In January 2000, deaf but not blind, the CIA had secured photographs of all the summit participants and the US visa of Midhar. None of this information was included in the State Department's watch list of suspect persons, and neither immigration and border control agencies nor the FBI were notified. Two weeks after the summit ended, the two future hijackers entered the United States through Los Angeles International Airport undetected.

By March 2000, the CIA also had information indicating that Hazmi had traveled to Los Angeles, but information about the travel of either man was not given to the FBI until late August 2001.

By June 2000, the two Saudis who had been living in San Diego for five months were boarders in the home of Abdussattar Shaikh. Hazmi listed his number in the San Diego telephone directory. Unknown to them, Shaikh was a paid informant of the FBI, assigned to oversee and report on the activities of young Muslims in San Diego.

Because the FBI did not know of the CIA's information on Midhar and Hazmi, Shaikh was not tasked to keep an eye on the two.
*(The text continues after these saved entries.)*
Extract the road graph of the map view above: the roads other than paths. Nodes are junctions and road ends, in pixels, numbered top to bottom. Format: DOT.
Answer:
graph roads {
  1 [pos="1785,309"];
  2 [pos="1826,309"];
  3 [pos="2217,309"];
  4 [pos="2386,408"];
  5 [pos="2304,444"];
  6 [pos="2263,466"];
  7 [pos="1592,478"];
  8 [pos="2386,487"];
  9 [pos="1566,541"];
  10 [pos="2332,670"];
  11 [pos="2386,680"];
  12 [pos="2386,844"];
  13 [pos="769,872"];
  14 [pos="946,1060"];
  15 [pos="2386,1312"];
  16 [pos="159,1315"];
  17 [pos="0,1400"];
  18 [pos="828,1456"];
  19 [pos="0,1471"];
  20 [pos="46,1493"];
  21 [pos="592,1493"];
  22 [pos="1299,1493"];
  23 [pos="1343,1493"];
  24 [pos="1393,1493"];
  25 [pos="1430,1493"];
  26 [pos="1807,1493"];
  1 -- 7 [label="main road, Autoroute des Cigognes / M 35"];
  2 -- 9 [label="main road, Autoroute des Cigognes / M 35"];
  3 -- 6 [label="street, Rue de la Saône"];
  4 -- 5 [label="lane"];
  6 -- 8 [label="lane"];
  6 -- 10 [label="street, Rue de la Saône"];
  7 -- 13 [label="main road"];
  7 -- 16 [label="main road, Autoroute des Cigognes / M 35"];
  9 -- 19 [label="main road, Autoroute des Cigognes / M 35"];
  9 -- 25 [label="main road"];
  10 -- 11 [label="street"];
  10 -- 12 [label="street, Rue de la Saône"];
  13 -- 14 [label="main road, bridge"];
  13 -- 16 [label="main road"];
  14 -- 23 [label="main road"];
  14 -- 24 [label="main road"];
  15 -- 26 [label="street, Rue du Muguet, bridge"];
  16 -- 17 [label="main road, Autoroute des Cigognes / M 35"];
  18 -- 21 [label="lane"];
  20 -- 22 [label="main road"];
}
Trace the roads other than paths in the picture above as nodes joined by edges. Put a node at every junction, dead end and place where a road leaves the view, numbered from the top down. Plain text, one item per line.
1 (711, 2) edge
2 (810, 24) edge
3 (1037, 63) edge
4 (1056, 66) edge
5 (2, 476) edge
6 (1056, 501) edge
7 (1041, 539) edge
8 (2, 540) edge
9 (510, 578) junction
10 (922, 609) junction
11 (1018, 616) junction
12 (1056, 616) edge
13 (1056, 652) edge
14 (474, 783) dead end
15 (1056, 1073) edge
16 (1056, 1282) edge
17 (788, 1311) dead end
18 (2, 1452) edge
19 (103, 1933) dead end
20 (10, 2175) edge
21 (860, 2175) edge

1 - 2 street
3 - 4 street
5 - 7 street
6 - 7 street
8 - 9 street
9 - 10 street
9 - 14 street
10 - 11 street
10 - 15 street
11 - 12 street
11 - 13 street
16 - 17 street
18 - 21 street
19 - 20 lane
Shaikh's handling agent testified that, had he known that the CIA had identified the two as Al Qaeda operatives, he would have done a "full court press" in terms of surveillance, informant tasking, and investigation — and believes he could have uncovered the plot and potentially foiled the 9/11 attacks.

According to the San Diego Union Tribune, the director of the FBI office in San Diego stated that the fundamental mistakes were a failure of his agency and the CIA to communicate. "If we knew what the CIA knew, we'd have been in an ideal situation to locate these people." He made no suggestion that by following the law, securing a search warrant before wiretapping, was a detriment.

It is wrong to suggest that the events of 2000 justify warrantless eavesdropping. Just the opposite. It is by correcting institutional and personal incompetence, rather than sacrificing the rights of Americans, that our safety can be best secured.

Through the Patriot Act, passed in 2001 after the 9/11 attacks, Congress modified or repealed laws that had constrained the sharing of information between law enforcement and intelligence agencies. Other critical changes remain — neither of which was mentioned in the president's speech.

The FBI must install an information technology that will modernize its antiquated internal and external communications, and the intelligence community must recruit and train an adequate staff of culturally sensitive Middle Eastern and Central Asian linguists to serve as agents and analysts.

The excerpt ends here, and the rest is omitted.